(Records for the exercise begins)
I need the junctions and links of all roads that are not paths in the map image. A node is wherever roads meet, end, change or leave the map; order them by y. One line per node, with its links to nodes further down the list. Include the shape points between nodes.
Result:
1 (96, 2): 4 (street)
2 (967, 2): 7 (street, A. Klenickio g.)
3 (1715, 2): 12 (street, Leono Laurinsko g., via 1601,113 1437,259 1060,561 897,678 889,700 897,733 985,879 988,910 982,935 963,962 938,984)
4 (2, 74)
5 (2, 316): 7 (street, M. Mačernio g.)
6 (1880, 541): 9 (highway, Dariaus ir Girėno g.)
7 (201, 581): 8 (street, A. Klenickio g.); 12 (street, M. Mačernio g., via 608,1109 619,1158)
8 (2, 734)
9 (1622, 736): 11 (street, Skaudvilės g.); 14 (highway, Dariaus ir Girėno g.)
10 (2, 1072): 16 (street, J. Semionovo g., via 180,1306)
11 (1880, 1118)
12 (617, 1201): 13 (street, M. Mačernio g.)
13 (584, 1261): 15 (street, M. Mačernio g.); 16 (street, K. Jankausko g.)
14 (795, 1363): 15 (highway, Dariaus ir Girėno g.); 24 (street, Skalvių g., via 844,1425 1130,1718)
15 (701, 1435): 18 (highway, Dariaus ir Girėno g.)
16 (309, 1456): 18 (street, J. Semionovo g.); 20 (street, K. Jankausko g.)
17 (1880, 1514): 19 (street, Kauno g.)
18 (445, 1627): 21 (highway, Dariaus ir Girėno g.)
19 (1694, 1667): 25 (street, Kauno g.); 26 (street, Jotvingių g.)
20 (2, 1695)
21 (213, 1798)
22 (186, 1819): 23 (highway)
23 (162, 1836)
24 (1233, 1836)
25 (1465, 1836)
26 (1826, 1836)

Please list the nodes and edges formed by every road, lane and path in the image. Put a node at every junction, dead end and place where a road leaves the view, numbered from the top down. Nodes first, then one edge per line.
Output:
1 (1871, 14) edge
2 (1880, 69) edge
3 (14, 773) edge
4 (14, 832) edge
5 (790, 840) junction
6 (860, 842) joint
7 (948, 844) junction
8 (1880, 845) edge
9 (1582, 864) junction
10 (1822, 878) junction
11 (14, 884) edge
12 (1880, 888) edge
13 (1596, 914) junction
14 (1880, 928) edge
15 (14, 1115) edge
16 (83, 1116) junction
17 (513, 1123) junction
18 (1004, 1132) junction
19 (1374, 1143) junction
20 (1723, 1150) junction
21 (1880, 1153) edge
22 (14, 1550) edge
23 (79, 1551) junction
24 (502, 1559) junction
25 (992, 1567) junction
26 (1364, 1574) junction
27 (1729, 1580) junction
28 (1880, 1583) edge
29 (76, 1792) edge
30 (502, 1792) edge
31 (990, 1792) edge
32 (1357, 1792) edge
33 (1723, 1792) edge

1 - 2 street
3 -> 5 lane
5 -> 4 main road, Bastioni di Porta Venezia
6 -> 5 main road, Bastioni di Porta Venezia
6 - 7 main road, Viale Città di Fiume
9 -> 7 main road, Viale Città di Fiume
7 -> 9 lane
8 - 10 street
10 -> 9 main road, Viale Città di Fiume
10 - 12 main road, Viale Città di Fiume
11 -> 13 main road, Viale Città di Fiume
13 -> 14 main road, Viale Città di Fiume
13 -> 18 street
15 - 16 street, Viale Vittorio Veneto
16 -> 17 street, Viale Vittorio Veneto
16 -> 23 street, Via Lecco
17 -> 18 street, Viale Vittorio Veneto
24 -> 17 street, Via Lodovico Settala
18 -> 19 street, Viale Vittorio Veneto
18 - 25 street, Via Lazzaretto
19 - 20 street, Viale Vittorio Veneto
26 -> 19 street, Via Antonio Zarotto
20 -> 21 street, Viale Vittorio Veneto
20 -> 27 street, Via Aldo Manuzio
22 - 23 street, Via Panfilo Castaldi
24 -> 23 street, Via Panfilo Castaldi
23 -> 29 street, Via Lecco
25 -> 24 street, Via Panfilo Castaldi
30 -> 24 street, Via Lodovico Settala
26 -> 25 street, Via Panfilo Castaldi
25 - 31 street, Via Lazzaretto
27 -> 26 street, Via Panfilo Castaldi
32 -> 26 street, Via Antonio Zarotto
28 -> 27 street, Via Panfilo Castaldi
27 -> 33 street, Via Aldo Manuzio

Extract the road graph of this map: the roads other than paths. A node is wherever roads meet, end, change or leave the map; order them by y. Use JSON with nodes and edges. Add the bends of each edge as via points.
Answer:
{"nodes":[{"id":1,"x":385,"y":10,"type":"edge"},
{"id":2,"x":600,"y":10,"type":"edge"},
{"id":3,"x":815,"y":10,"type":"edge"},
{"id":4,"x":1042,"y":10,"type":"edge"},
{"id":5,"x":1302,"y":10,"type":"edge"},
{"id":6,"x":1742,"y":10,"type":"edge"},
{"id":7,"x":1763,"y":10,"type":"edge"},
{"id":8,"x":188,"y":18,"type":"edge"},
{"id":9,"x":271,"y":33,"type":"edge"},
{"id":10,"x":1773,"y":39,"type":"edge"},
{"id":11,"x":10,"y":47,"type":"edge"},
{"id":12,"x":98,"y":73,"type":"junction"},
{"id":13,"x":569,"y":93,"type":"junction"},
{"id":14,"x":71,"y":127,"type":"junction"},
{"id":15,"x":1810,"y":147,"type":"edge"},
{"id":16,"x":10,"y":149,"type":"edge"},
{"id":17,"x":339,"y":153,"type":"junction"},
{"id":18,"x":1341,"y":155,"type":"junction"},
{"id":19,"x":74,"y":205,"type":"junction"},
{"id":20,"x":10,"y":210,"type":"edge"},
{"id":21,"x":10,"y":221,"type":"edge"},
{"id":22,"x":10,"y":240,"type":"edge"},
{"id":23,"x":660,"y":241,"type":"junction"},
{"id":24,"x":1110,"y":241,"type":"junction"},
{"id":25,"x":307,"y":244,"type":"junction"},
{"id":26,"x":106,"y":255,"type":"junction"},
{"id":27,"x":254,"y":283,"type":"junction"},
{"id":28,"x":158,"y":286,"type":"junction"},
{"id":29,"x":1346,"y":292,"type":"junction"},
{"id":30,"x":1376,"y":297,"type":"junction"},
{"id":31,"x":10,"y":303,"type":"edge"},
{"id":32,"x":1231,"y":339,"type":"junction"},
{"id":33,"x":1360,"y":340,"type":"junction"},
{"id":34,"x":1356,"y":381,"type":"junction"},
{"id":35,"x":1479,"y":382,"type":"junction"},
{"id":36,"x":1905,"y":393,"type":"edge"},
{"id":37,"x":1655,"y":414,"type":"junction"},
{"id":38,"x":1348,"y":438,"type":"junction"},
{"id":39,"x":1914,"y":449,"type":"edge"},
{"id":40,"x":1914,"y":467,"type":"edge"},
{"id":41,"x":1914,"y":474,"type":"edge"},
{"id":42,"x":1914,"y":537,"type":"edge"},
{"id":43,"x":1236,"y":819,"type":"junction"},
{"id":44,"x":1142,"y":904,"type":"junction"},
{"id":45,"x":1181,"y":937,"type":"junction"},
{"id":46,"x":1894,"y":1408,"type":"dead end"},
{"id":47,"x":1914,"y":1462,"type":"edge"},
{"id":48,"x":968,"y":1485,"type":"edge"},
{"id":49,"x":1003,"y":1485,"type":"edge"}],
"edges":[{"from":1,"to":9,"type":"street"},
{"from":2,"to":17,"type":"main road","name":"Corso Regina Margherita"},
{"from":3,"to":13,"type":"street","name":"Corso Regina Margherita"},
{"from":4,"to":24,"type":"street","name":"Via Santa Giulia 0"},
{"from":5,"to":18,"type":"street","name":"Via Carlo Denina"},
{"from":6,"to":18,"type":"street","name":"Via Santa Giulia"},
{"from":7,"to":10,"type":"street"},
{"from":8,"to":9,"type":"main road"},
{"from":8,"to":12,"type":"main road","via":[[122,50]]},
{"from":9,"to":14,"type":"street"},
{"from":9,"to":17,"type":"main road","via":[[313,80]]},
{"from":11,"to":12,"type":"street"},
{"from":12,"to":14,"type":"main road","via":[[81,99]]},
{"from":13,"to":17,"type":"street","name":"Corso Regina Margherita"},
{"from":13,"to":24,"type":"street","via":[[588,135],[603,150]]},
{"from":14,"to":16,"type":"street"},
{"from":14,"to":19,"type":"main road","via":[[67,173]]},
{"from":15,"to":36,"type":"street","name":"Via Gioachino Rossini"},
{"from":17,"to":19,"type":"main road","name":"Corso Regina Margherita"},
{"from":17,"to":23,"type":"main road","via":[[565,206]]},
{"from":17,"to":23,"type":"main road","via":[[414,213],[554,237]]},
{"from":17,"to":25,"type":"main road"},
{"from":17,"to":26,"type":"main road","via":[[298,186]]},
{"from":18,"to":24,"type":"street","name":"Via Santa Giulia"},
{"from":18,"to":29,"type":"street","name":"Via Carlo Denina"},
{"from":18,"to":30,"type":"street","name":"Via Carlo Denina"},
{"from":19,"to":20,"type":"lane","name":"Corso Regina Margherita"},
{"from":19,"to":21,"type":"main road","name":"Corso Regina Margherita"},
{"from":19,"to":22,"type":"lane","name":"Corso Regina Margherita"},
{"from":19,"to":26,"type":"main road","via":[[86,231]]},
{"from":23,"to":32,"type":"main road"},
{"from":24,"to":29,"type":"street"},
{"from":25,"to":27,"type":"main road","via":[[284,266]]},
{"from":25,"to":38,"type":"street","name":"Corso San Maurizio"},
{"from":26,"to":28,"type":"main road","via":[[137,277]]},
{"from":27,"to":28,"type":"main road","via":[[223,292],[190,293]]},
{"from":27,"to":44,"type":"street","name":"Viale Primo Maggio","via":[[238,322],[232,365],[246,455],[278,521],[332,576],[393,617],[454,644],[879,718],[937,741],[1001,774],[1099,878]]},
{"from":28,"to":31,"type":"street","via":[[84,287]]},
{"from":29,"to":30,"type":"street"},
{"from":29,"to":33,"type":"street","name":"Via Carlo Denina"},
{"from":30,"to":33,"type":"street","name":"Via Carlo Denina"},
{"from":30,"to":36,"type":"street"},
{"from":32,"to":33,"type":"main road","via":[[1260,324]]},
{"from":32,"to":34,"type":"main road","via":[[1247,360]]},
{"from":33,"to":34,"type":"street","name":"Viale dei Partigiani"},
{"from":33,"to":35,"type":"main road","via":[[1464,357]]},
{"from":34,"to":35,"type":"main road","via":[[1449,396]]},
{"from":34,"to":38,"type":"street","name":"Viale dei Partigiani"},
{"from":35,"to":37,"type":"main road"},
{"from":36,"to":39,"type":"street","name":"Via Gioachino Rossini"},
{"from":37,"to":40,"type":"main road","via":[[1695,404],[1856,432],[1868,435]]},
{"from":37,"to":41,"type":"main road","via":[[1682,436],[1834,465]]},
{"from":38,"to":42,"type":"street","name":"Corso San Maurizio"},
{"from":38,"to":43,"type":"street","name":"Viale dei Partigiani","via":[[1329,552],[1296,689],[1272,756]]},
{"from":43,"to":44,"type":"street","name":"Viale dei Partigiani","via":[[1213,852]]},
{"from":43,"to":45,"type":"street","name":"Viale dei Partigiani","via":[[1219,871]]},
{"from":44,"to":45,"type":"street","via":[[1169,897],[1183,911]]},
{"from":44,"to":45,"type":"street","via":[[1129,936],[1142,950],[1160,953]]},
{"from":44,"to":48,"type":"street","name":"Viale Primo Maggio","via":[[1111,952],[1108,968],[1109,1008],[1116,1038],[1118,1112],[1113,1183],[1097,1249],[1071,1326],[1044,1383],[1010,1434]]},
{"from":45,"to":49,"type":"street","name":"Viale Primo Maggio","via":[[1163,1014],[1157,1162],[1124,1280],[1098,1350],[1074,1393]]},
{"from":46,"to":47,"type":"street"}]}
(Records for the exercise ends)
> Task requirements
Search the records above for the string "them". Copy every line that contains it.

> Finished task
I need the junctions and links of all roads that are not paths in the map image. A node is wherever roads meet, end, change or leave the map; order them by y. One line per node, with its links to nodes further down the list. Include the shape points between nodes.
Extract the road graph of this map: the roads other than paths. A node is wherever roads meet, end, change or leave the map; order them by y. Use JSON with nodes and edges. Add the bends of each edge as via points.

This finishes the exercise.